Beyond the Bitpipe

I recently installed BT Communicator, which is British Telecom’s answer to Skype.  Like Skype it allows free calls (PC to PC) and offers the capability to break out onto the PSTN to call anyone anywhere, for a fee.  Being naturally curious, I fired up Wireshark and captured some of the activity on the line, and I was delighted to discover that it’s using our old friends SIP and RTP to signal and carry the calls.  In contrast, if you capture Skype traffic, you can’t figure out what’s happening unless you put an awful lot of research into it.
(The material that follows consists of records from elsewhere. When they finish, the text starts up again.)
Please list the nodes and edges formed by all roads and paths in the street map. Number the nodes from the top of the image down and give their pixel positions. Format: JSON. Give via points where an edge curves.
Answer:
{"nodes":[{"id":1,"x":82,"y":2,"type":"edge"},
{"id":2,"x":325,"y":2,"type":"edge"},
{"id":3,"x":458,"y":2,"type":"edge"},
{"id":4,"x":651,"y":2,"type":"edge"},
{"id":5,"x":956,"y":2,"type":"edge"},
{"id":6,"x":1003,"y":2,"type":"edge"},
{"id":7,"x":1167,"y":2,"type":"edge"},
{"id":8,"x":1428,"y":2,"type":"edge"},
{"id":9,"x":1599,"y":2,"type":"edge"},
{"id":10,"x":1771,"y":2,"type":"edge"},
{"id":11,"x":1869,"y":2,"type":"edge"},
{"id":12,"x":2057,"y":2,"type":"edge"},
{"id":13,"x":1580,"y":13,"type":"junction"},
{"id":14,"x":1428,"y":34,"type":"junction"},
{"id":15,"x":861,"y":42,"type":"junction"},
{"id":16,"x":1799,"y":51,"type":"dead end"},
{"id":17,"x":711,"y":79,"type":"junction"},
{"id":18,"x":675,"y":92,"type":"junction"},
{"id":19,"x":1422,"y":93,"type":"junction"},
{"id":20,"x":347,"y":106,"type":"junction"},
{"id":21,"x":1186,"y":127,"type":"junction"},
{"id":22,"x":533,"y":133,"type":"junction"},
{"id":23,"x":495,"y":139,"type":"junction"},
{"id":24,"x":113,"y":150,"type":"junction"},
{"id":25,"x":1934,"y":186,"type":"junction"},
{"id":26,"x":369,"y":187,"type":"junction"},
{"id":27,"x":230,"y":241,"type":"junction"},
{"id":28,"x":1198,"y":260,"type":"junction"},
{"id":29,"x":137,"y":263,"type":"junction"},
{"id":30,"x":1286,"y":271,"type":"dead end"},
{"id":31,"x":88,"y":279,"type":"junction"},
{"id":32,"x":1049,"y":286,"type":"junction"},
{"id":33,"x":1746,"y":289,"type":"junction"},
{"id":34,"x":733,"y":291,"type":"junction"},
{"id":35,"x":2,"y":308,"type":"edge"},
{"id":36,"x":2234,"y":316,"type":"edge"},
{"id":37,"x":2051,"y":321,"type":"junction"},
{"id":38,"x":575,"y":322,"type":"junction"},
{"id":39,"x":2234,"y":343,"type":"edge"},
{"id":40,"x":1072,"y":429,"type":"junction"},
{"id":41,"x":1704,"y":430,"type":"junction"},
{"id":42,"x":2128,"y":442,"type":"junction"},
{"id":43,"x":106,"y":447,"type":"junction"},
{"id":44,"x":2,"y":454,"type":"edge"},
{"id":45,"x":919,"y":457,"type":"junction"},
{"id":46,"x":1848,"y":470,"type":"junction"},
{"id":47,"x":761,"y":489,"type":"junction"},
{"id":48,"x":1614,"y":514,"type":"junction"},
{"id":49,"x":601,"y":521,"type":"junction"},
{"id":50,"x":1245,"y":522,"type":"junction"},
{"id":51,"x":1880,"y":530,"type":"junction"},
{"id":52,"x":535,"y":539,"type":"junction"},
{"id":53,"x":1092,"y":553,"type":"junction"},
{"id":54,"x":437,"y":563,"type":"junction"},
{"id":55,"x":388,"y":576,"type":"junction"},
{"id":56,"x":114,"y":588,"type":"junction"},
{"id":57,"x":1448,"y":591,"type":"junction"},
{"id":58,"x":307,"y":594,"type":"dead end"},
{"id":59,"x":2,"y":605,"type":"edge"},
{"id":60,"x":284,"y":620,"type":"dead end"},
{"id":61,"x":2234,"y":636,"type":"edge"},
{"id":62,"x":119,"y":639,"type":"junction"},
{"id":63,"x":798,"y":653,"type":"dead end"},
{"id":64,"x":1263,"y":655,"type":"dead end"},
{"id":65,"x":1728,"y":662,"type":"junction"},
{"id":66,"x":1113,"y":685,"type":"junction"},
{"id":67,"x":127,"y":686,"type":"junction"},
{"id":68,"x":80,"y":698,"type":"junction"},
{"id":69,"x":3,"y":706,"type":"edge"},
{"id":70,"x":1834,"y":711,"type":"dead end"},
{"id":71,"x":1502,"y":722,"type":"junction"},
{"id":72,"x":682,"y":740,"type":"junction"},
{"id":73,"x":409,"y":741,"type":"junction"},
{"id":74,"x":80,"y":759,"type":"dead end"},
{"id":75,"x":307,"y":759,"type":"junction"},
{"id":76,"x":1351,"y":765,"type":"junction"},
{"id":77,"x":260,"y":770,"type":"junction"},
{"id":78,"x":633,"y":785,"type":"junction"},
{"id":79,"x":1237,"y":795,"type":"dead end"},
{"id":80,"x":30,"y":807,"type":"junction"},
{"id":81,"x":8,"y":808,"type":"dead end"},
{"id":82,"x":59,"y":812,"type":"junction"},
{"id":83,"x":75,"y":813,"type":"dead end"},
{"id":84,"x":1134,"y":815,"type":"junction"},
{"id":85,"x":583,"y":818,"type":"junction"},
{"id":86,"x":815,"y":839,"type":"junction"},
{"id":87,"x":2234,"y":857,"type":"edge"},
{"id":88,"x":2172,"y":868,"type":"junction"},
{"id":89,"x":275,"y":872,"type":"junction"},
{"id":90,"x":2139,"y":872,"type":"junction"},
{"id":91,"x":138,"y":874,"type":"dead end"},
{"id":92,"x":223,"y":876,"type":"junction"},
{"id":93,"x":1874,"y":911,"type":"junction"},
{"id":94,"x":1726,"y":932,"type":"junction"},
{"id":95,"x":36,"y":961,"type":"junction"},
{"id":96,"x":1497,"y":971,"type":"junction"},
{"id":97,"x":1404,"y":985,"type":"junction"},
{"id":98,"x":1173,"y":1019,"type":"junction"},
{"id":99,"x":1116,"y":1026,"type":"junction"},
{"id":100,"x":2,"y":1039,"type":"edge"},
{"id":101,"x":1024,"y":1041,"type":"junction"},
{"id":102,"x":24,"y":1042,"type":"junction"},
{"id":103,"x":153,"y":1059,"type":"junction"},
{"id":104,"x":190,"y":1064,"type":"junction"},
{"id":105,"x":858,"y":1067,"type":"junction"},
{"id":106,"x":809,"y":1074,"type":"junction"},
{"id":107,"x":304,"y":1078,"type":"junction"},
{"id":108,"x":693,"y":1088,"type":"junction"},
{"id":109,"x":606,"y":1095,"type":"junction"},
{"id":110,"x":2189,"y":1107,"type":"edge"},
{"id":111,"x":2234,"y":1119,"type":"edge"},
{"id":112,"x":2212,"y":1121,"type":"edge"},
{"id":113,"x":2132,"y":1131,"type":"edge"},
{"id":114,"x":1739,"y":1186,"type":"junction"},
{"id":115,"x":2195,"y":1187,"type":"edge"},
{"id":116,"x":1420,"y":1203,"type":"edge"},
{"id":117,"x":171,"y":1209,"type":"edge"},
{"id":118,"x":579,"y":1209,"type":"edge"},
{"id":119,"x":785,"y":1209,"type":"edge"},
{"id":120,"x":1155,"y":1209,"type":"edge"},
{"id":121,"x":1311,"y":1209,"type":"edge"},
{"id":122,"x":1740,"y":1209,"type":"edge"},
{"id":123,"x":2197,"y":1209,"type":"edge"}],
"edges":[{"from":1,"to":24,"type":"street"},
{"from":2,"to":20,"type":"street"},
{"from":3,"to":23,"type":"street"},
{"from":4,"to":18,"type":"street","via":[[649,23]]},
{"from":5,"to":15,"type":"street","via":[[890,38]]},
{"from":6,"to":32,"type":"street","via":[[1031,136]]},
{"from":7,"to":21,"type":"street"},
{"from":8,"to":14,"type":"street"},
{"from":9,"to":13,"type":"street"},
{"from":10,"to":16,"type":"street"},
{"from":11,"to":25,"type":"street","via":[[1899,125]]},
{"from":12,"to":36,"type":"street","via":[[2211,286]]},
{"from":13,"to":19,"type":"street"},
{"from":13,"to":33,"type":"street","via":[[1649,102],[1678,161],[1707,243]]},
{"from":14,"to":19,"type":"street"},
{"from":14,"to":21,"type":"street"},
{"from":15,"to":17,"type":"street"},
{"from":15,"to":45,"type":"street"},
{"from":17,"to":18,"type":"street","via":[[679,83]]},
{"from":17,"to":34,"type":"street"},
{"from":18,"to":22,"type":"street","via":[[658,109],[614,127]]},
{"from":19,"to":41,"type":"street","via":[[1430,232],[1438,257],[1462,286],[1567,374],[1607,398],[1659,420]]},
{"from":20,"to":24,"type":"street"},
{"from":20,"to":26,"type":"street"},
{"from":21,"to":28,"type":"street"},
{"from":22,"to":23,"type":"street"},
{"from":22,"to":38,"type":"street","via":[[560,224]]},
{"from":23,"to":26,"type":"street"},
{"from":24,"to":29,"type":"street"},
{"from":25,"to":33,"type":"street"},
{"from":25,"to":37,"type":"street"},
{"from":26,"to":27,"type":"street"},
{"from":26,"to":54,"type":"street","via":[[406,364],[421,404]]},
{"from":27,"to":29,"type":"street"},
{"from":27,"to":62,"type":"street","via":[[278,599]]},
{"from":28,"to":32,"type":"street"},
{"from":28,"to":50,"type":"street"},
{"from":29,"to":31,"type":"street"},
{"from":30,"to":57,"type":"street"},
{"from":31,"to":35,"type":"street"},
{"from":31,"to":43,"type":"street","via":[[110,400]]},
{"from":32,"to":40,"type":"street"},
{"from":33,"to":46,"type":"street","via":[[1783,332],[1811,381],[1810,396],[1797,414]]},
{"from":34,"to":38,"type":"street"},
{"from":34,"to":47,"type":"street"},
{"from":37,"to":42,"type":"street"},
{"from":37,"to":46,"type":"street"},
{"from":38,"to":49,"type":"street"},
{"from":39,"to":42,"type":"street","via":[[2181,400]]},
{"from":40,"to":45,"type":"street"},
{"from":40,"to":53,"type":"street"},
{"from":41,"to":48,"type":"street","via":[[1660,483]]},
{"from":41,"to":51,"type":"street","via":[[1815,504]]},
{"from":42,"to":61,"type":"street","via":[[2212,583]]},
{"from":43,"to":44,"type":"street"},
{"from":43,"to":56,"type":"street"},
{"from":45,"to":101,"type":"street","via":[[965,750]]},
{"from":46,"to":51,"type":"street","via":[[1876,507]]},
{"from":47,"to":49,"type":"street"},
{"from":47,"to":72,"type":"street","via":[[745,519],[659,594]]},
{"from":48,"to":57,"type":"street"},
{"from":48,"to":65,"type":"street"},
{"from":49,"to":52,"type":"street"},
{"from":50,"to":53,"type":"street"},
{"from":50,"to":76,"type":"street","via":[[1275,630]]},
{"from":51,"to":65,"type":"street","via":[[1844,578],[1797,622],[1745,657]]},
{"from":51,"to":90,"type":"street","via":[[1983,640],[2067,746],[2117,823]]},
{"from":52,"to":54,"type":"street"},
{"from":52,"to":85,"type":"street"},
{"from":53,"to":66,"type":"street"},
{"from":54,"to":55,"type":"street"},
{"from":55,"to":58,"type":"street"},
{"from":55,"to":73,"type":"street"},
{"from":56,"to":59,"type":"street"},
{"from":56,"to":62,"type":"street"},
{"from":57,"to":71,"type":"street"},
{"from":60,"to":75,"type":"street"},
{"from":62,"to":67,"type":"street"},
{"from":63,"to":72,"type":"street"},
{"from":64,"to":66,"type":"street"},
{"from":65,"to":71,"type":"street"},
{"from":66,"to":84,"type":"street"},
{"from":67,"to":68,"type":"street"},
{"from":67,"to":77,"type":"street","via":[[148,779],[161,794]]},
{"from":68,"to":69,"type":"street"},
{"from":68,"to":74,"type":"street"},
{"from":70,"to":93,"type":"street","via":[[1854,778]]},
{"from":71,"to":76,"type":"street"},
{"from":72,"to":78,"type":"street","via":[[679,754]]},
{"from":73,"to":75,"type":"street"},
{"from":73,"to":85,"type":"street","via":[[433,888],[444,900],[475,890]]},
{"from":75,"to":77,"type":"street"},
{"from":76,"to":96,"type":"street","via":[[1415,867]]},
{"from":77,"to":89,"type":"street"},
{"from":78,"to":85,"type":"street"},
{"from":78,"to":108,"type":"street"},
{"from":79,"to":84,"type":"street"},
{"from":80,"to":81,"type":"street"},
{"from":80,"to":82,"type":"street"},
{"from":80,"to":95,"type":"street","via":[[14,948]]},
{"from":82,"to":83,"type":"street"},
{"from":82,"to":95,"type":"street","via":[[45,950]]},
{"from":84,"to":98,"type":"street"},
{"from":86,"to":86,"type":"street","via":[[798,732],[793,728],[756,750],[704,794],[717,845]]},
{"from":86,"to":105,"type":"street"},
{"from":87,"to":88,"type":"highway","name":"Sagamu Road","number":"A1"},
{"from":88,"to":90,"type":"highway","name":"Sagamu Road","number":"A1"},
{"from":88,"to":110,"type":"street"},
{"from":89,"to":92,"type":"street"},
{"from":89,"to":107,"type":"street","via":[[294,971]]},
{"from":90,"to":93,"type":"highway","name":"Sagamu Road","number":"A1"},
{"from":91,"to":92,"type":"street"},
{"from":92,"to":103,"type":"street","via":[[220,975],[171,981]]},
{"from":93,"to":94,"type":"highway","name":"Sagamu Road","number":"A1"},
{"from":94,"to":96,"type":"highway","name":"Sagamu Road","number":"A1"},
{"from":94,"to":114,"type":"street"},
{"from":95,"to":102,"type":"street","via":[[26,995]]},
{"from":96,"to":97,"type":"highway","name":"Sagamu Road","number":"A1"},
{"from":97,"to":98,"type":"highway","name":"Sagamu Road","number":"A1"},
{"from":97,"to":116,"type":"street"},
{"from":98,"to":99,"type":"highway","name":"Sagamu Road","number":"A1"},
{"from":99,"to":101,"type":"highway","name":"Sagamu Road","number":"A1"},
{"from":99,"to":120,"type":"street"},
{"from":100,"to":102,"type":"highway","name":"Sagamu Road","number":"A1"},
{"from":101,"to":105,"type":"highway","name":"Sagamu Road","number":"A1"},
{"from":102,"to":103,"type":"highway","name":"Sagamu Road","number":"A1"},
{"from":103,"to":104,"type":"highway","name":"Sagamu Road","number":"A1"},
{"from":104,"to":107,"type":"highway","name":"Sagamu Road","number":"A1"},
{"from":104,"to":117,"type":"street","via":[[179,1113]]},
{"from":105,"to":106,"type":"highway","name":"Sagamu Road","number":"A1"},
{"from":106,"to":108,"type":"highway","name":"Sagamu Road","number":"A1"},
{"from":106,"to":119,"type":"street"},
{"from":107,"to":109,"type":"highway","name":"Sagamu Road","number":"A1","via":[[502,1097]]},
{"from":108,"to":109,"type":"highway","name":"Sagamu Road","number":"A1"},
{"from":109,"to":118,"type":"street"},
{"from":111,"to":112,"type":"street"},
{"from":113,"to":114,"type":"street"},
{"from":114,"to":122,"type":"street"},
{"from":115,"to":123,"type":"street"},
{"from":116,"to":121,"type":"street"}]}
Are BT offering unique value with their service?  I think so: firstly the billing backs into the same BT billing system, and ends up on my phone bill, where Skype operate a pay-as-you-go system that needs charging via card etc.  One less thing to worry about with BT.  Secondly, unlike Skype, BT are embracing open standards, but still with an eye on security (the service uses Proxy Authentication to secure the calls, but no crypto yet).  Skype consider their softphone to be an important part of their service offering, and won’t open up the protocol to other clients.  As I see it, most of the Skype value is in the sheer number of customers that use the service, and I imagine Ebay also saw it this way, but this is a topic for another day.  BT, on the other hand, are looking further out to the open standards world, where it will be an advantage to be SIP-compatible.  Perhaps this is already architected to slot right in to their IMS backbone, 21CN.  One final advantage is that there are actually people out there that don’t use the Internet much, and don’t know about Skype.  So BT are actually using their marketing money to tell these people that they can call their friends for free using Communicator.   Of course they are cannibalizing their own call revenue, but perhaps they see the bigger picture, that like Skype, this can be used to pull through all kinds of other revenue generating services.
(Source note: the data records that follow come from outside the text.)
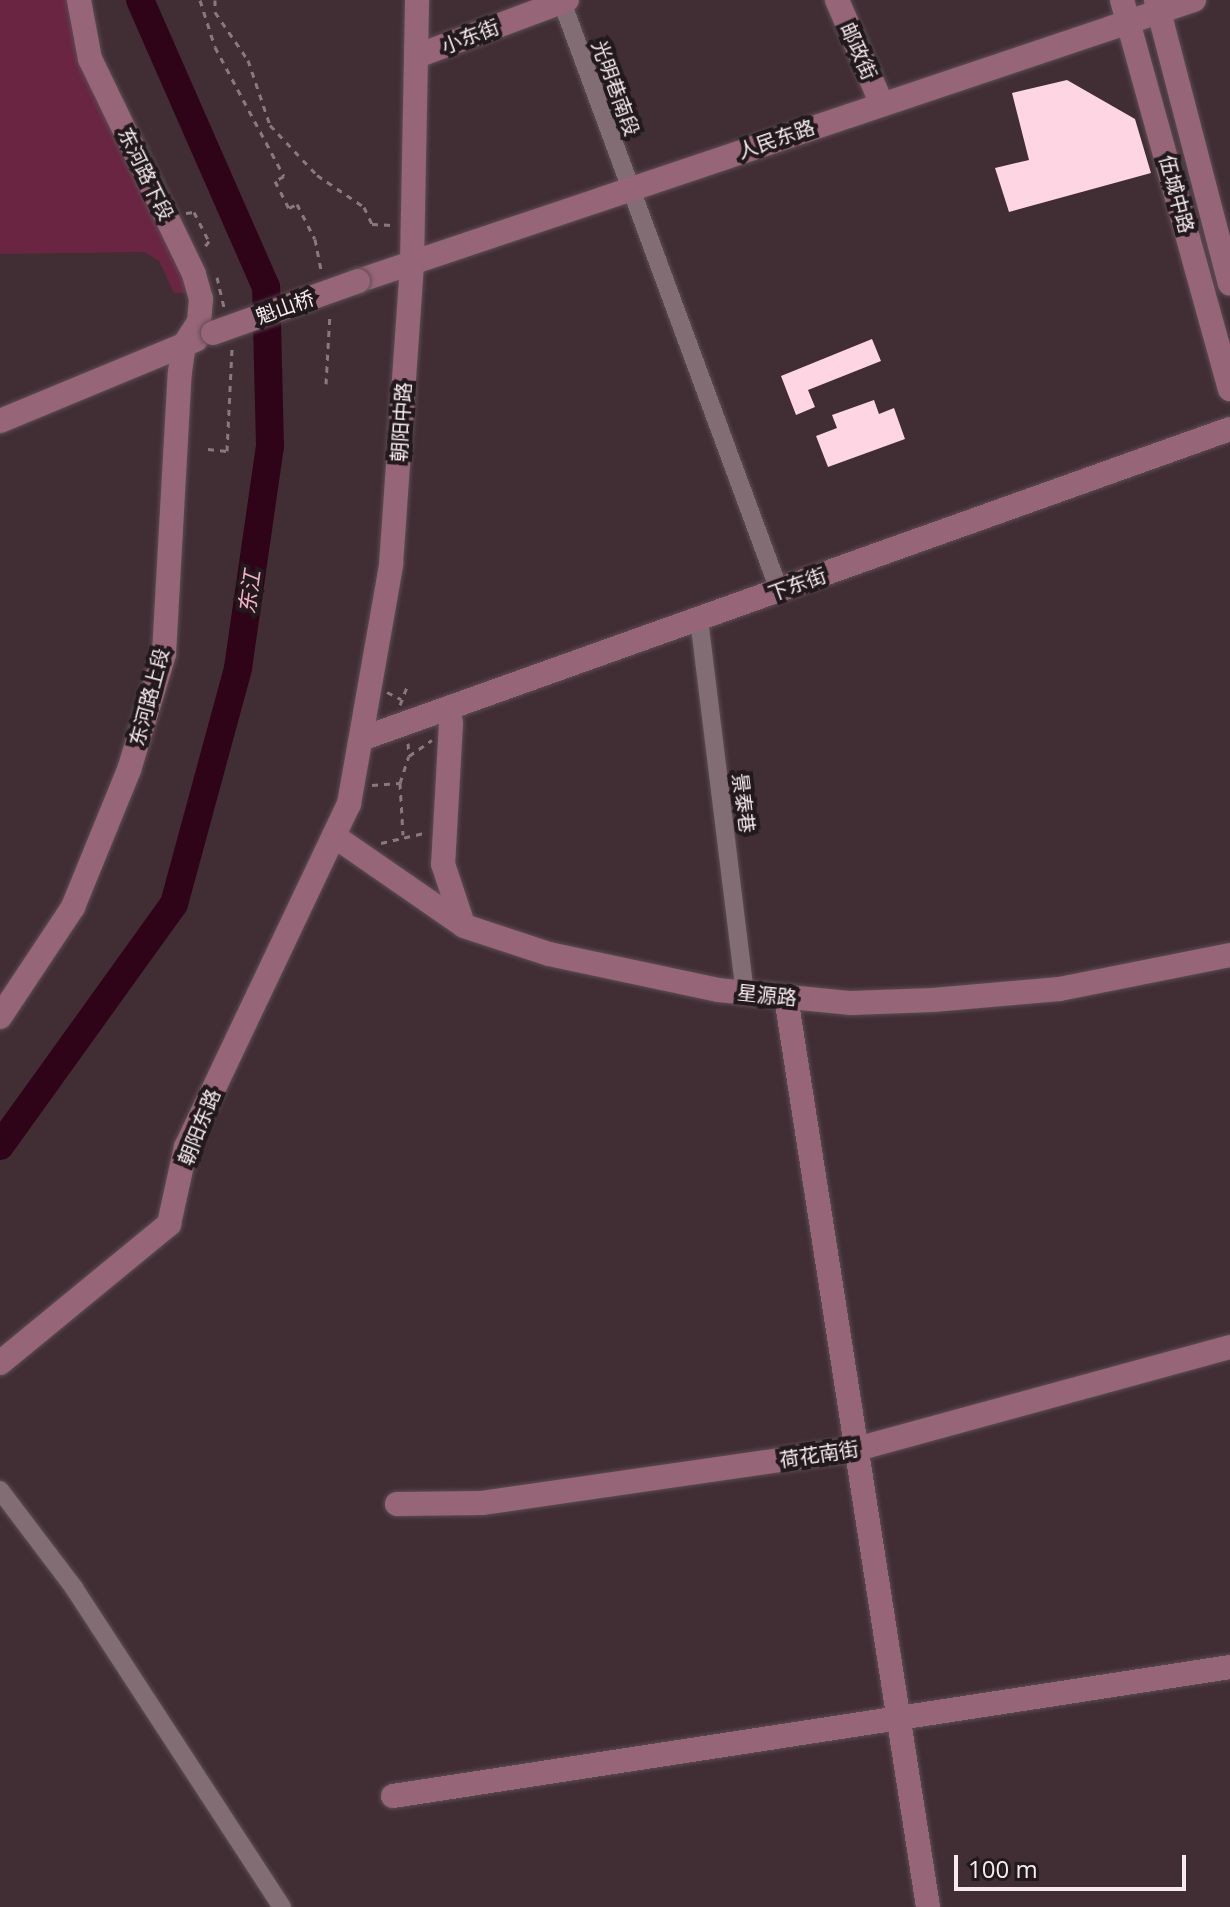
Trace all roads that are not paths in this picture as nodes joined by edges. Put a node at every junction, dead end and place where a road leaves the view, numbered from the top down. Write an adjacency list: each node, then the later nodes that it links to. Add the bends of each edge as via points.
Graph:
1 (79, 0): 14 (street, 东河路下段, via 90,59 194,274 199,322)
2 (417, 0): 8 (street, 朝阳中路)
3 (837, 0): 9 (street, 邮政街)
4 (1194, 0): 6 (street, 人民东路)
5 (565, 1): 8 (street, 小东街); 10 (street, 光明巷南段)
6 (1158, 6): 7 (street, 人民东路); 13 (street, 伍城中路)
7 (1126, 11): 9 (street, 人民东路); 15 (street, 伍城中路)
8 (417, 56): 11 (street, 朝阳中路)
9 (881, 102): 10 (street, 人民东路)
10 (629, 189): 11 (street, 人民东路); 18 (street, 光明巷南段)
11 (412, 264): 12 (street, 人民东路); 21 (street, 朝阳中路, via 391,565)
12 (358, 281): 14 (street, 魁山桥, bridge)
13 (1230, 284)
14 (184, 345): 16 (street, 魁山桥); 27 (street, 东河路上段, via 164,654 129,770 73,907)
15 (1230, 389)
16 (0, 421)
17 (1230, 429): 18 (street, 下东街)
18 (779, 590): 19 (street, 下东街)
19 (699, 619): 20 (street, 下东街); 25 (street, 景泰巷)
20 (448, 708): 21 (street, 下东街); 23 (street, via 443,864)
21 (364, 738): 22 (street, 朝阳中路)
22 (337, 838): 23 (street, 星源路); 29 (street, 朝阳东路, via 293,915 186,1147 169,1224)
23 (464, 926): 25 (street, 星源路, via 549,954)
24 (1230, 955): 26 (street, 星源路, via 1060,989 851,1003)
25 (745, 993): 26 (street, 星源路)
26 (786, 997): 30 (street)
27 (0, 1017)
28 (1230, 1347): 30 (street, 荷花南街)
29 (0, 1363)
30 (857, 1449): 32 (street, 荷花南街, via 482,1503); 34 (street)
31 (0, 1490): 36 (street, via 74,1588)
32 (397, 1504)
33 (1230, 1667): 34 (street)
34 (897, 1714): 35 (street); 37 (street)
35 (393, 1796)
36 (282, 1907)
37 (928, 1907)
I like this approach to business better than that of companies like Shanghai Telecom and China Telecom, who reportedly have bought software technology to detect and block Skype traffic.  Presumably, they will also be blocking SIP, since this is technically much less difficult.  The thinking behind this is that if people aren’t calling with Skype, then they have to pick up the legacy phone.  This kind of thinking, “I don’t make any money out of this; can I block it?” is just the kind of blinkered approach that leads to telco lobbying in the net neutrality debate in the US.  Companies like AT&T would like to get paid twice, once by the Skypes and Googles, and then again by their telco customers.  Of course we’d all like to get paid twice, but most of us don’t have the political clout to make it happen. 

BT have not always been the most dynamic company, but I imagine that if they can learn something about business from Skype, then all large telcos stand a chance.  So come on guys, stop wringing your hands and worrying about becoming the bitpipe, and get out there and innovate.